=== DATA SHOWN ===
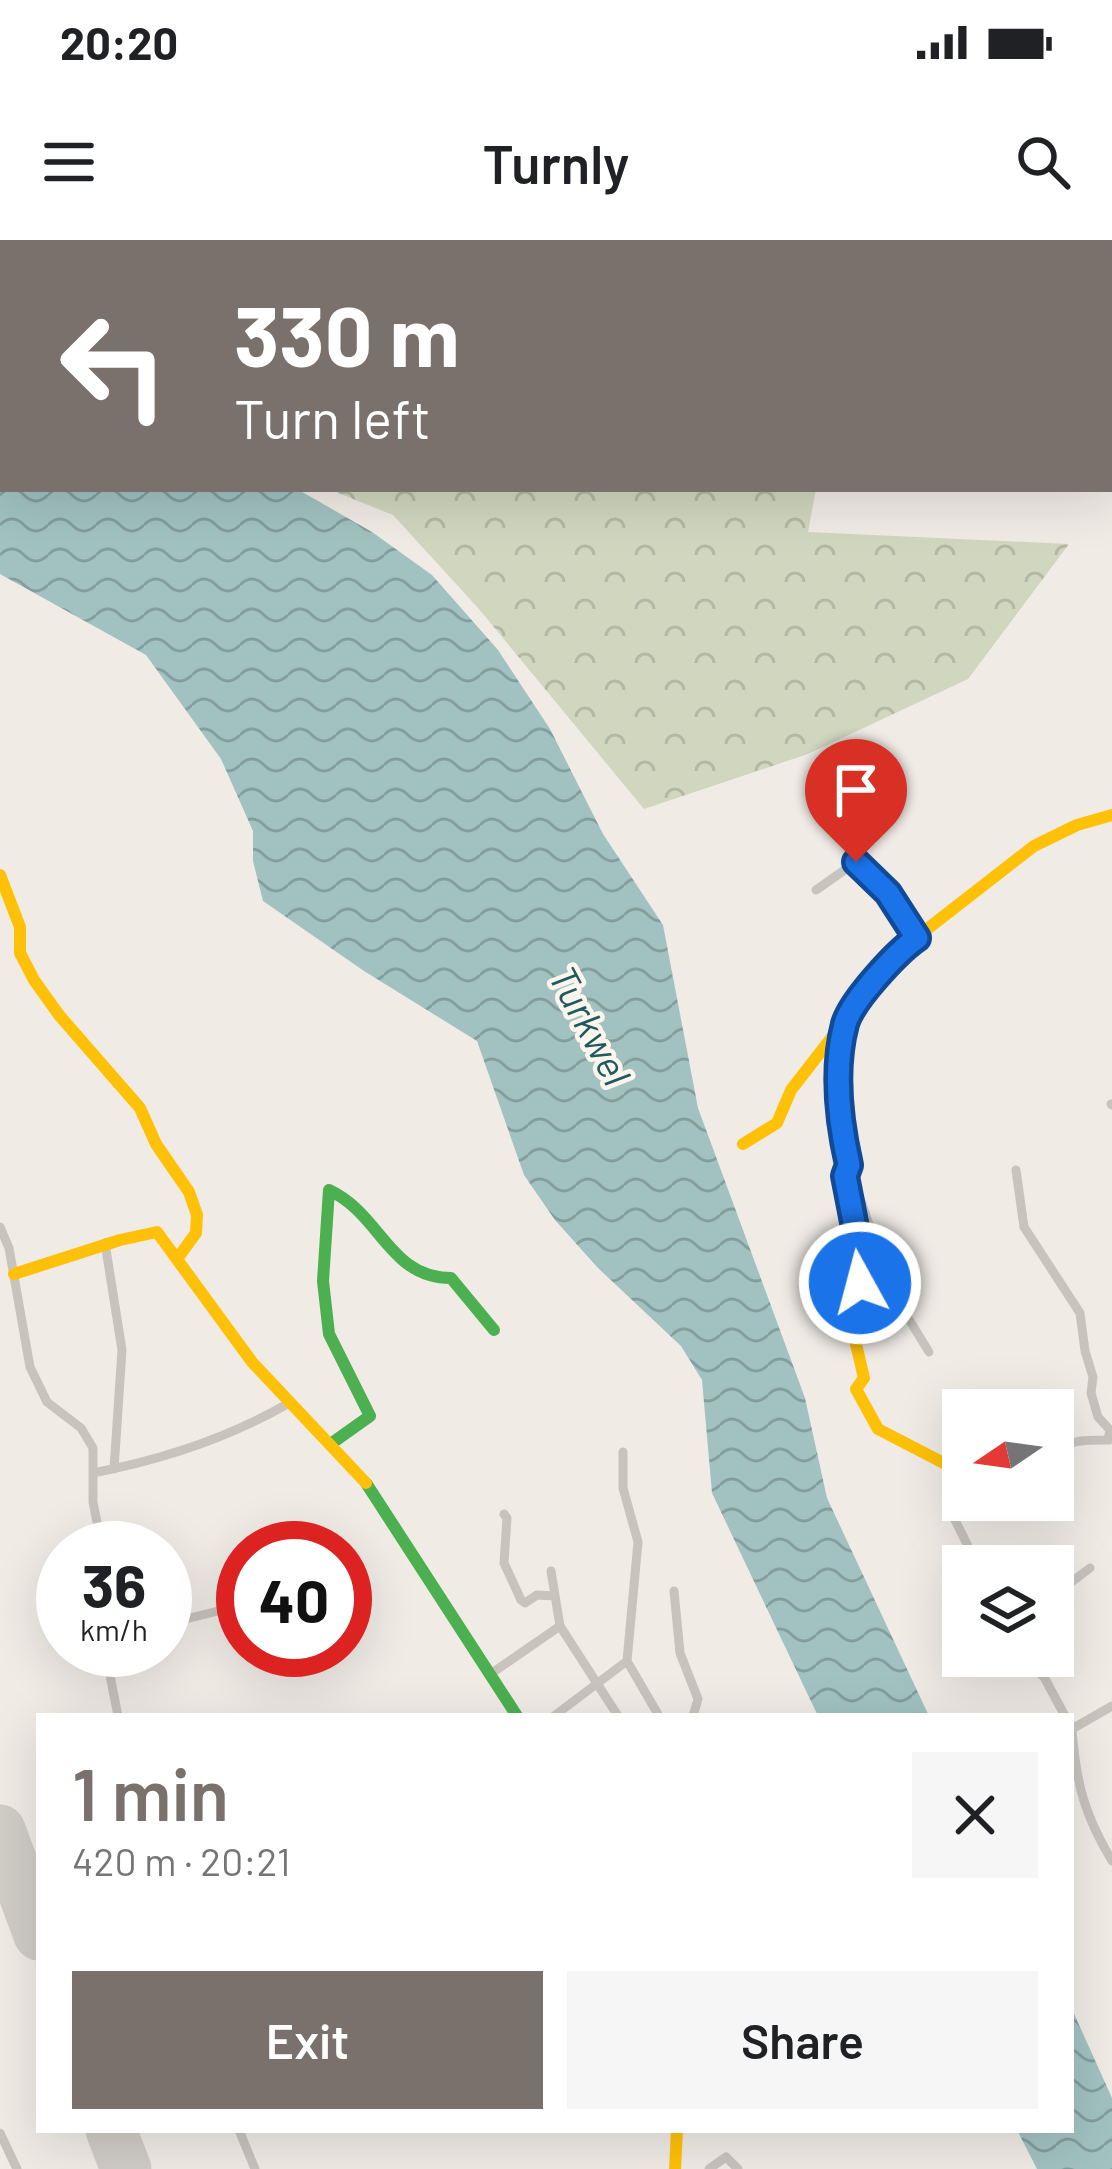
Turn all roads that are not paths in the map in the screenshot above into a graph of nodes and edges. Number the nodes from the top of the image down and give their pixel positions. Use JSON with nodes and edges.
{"nodes":[{"id":1,"x":1112,"y":815,"type":"edge"},
{"id":2,"x":0,"y":875,"type":"edge"},
{"id":3,"x":816,"y":890,"type":"dead end"},
{"id":4,"x":917,"y":938,"type":"junction"},
{"id":5,"x":846,"y":1020,"type":"junction"},
{"id":6,"x":743,"y":1144,"type":"dead end"},
{"id":7,"x":849,"y":1165,"type":"junction"},
{"id":8,"x":1016,"y":1170,"type":"dead end"},
{"id":9,"x":0,"y":1227,"type":"edge"},
{"id":10,"x":105,"y":1243,"type":"junction"},
{"id":11,"x":177,"y":1259,"type":"junction"},
{"id":12,"x":14,"y":1274,"type":"junction"},
{"id":13,"x":494,"y":1330,"type":"dead end"},
{"id":14,"x":929,"y":1352,"type":"dead end"},
{"id":15,"x":289,"y":1403,"type":"junction"},
{"id":16,"x":1110,"y":1440,"type":"edge"},
{"id":17,"x":1074,"y":1442,"type":"edge"},
{"id":18,"x":332,"y":1443,"type":"junction"},
{"id":19,"x":623,"y":1451,"type":"dead end"},
{"id":20,"x":942,"y":1462,"type":"edge"},
{"id":21,"x":114,"y":1469,"type":"junction"},
{"id":22,"x":93,"y":1474,"type":"junction"},
{"id":23,"x":504,"y":1514,"type":"dead end"},
{"id":24,"x":97,"y":1521,"type":"edge"},
{"id":25,"x":1090,"y":1568,"type":"dead end"},
{"id":26,"x":550,"y":1571,"type":"dead end"},
{"id":27,"x":1074,"y":1580,"type":"edge"},
{"id":28,"x":674,"y":1591,"type":"dead end"},
{"id":29,"x":555,"y":1596,"type":"junction"},
{"id":30,"x":560,"y":1626,"type":"junction"},
{"id":31,"x":627,"y":1660,"type":"junction"},
{"id":32,"x":492,"y":1673,"type":"junction"},
{"id":33,"x":110,"y":1677,"type":"edge"},
{"id":34,"x":1044,"y":1677,"type":"edge"},
{"id":35,"x":598,"y":1684,"type":"junction"},
{"id":36,"x":1112,"y":1706,"type":"edge"},
{"id":37,"x":117,"y":1713,"type":"edge"},
{"id":38,"x":515,"y":1713,"type":"edge"},
{"id":39,"x":558,"y":1713,"type":"edge"},
{"id":40,"x":616,"y":1713,"type":"edge"},
{"id":41,"x":657,"y":1713,"type":"edge"},
{"id":42,"x":694,"y":1713,"type":"edge"},
{"id":43,"x":1063,"y":1713,"type":"edge"},
{"id":44,"x":1074,"y":1726,"type":"edge"},
{"id":45,"x":1074,"y":1766,"type":"edge"},
{"id":46,"x":1112,"y":1861,"type":"edge"},
{"id":47,"x":0,"y":2133,"type":"edge"},
{"id":48,"x":240,"y":2133,"type":"edge"},
{"id":49,"x":677,"y":2133,"type":"edge"},
{"id":50,"x":16,"y":2169,"type":"edge"},
{"id":51,"x":255,"y":2169,"type":"edge"},
{"id":52,"x":675,"y":2169,"type":"edge"},
{"id":53,"x":709,"y":2169,"type":"edge"},
{"id":54,"x":738,"y":2169,"type":"edge"}],
"edges":[{"from":1,"to":4,"type":"street"},
{"from":2,"to":11,"type":"street"},
{"from":3,"to":4,"type":"street"},
{"from":4,"to":5,"type":"street"},
{"from":5,"to":6,"type":"street"},
{"from":5,"to":7,"type":"street"},
{"from":7,"to":14,"type":"street"},
{"from":7,"to":20,"type":"street"},
{"from":8,"to":16,"type":"street"},
{"from":9,"to":12,"type":"street"},
{"from":10,"to":11,"type":"street"},
{"from":10,"to":12,"type":"street"},
{"from":10,"to":21,"type":"street"},
{"from":11,"to":15,"type":"street"},
{"from":12,"to":22,"type":"street"},
{"from":13,"to":18,"type":"street"},
{"from":15,"to":18,"type":"street"},
{"from":15,"to":21,"type":"street"},
{"from":16,"to":17,"type":"street"},
{"from":18,"to":32,"type":"street"},
{"from":19,"to":31,"type":"street"},
{"from":21,"to":22,"type":"street"},
{"from":22,"to":24,"type":"street"},
{"from":23,"to":29,"type":"street"},
{"from":25,"to":27,"type":"street"},
{"from":26,"to":29,"type":"street"},
{"from":28,"to":42,"type":"street"},
{"from":29,"to":30,"type":"street"},
{"from":30,"to":32,"type":"street"},
{"from":30,"to":35,"type":"street"},
{"from":31,"to":35,"type":"street"},
{"from":31,"to":41,"type":"street"},
{"from":32,"to":38,"type":"street"},
{"from":33,"to":37,"type":"street"},
{"from":34,"to":43,"type":"street"},
{"from":35,"to":39,"type":"street"},
{"from":35,"to":40,"type":"street"},
{"from":36,"to":44,"type":"street"},
{"from":45,"to":46,"type":"street"},
{"from":47,"to":50,"type":"street"},
{"from":48,"to":51,"type":"street"},
{"from":49,"to":52,"type":"street"},
{"from":53,"to":54,"type":"street"}]}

=== ASSIGNMENT ===
From start to finish, output the listing exactly, but omit its pictures.

=== SOLVED PROBLEM ===
Turn all roads that are not paths in the map in the screenshot above into a graph of nodes and edges. Number the nodes from the top of the image down and give their pixel positions. Use JSON with nodes and edges.
{"nodes":[{"id":1,"x":1112,"y":815,"type":"edge"},
{"id":2,"x":0,"y":875,"type":"edge"},
{"id":3,"x":816,"y":890,"type":"dead end"},
{"id":4,"x":917,"y":938,"type":"junction"},
{"id":5,"x":846,"y":1020,"type":"junction"},
{"id":6,"x":743,"y":1144,"type":"dead end"},
{"id":7,"x":849,"y":1165,"type":"junction"},
{"id":8,"x":1016,"y":1170,"type":"dead end"},
{"id":9,"x":0,"y":1227,"type":"edge"},
{"id":10,"x":105,"y":1243,"type":"junction"},
{"id":11,"x":177,"y":1259,"type":"junction"},
{"id":12,"x":14,"y":1274,"type":"junction"},
{"id":13,"x":494,"y":1330,"type":"dead end"},
{"id":14,"x":929,"y":1352,"type":"dead end"},
{"id":15,"x":289,"y":1403,"type":"junction"},
{"id":16,"x":1110,"y":1440,"type":"edge"},
{"id":17,"x":1074,"y":1442,"type":"edge"},
{"id":18,"x":332,"y":1443,"type":"junction"},
{"id":19,"x":623,"y":1451,"type":"dead end"},
{"id":20,"x":942,"y":1462,"type":"edge"},
{"id":21,"x":114,"y":1469,"type":"junction"},
{"id":22,"x":93,"y":1474,"type":"junction"},
{"id":23,"x":504,"y":1514,"type":"dead end"},
{"id":24,"x":97,"y":1521,"type":"edge"},
{"id":25,"x":1090,"y":1568,"type":"dead end"},
{"id":26,"x":550,"y":1571,"type":"dead end"},
{"id":27,"x":1074,"y":1580,"type":"edge"},
{"id":28,"x":674,"y":1591,"type":"dead end"},
{"id":29,"x":555,"y":1596,"type":"junction"},
{"id":30,"x":560,"y":1626,"type":"junction"},
{"id":31,"x":627,"y":1660,"type":"junction"},
{"id":32,"x":492,"y":1673,"type":"junction"},
{"id":33,"x":110,"y":1677,"type":"edge"},
{"id":34,"x":1044,"y":1677,"type":"edge"},
{"id":35,"x":598,"y":1684,"type":"junction"},
{"id":36,"x":1112,"y":1706,"type":"edge"},
{"id":37,"x":117,"y":1713,"type":"edge"},
{"id":38,"x":515,"y":1713,"type":"edge"},
{"id":39,"x":558,"y":1713,"type":"edge"},
{"id":40,"x":616,"y":1713,"type":"edge"},
{"id":41,"x":657,"y":1713,"type":"edge"},
{"id":42,"x":694,"y":1713,"type":"edge"},
{"id":43,"x":1063,"y":1713,"type":"edge"},
{"id":44,"x":1074,"y":1726,"type":"edge"},
{"id":45,"x":1074,"y":1766,"type":"edge"},
{"id":46,"x":1112,"y":1861,"type":"edge"},
{"id":47,"x":0,"y":2133,"type":"edge"},
{"id":48,"x":240,"y":2133,"type":"edge"},
{"id":49,"x":677,"y":2133,"type":"edge"},
{"id":50,"x":16,"y":2169,"type":"edge"},
{"id":51,"x":255,"y":2169,"type":"edge"},
{"id":52,"x":675,"y":2169,"type":"edge"},
{"id":53,"x":709,"y":2169,"type":"edge"},
{"id":54,"x":738,"y":2169,"type":"edge"}],
"edges":[{"from":1,"to":4,"type":"street"},
{"from":2,"to":11,"type":"street"},
{"from":3,"to":4,"type":"street"},
{"from":4,"to":5,"type":"street"},
{"from":5,"to":6,"type":"street"},
{"from":5,"to":7,"type":"street"},
{"from":7,"to":14,"type":"street"},
{"from":7,"to":20,"type":"street"},
{"from":8,"to":16,"type":"street"},
{"from":9,"to":12,"type":"street"},
{"from":10,"to":11,"type":"street"},
{"from":10,"to":12,"type":"street"},
{"from":10,"to":21,"type":"street"},
{"from":11,"to":15,"type":"street"},
{"from":12,"to":22,"type":"street"},
{"from":13,"to":18,"type":"street"},
{"from":15,"to":18,"type":"street"},
{"from":15,"to":21,"type":"street"},
{"from":16,"to":17,"type":"street"},
{"from":18,"to":32,"type":"street"},
{"from":19,"to":31,"type":"street"},
{"from":21,"to":22,"type":"street"},
{"from":22,"to":24,"type":"street"},
{"from":23,"to":29,"type":"street"},
{"from":25,"to":27,"type":"street"},
{"from":26,"to":29,"type":"street"},
{"from":28,"to":42,"type":"street"},
{"from":29,"to":30,"type":"street"},
{"from":30,"to":32,"type":"street"},
{"from":30,"to":35,"type":"street"},
{"from":31,"to":35,"type":"street"},
{"from":31,"to":41,"type":"street"},
{"from":32,"to":38,"type":"street"},
{"from":33,"to":37,"type":"street"},
{"from":34,"to":43,"type":"street"},
{"from":35,"to":39,"type":"street"},
{"from":35,"to":40,"type":"street"},
{"from":36,"to":44,"type":"street"},
{"from":45,"to":46,"type":"street"},
{"from":47,"to":50,"type":"street"},
{"from":48,"to":51,"type":"street"},
{"from":49,"to":52,"type":"street"},
{"from":53,"to":54,"type":"street"}]}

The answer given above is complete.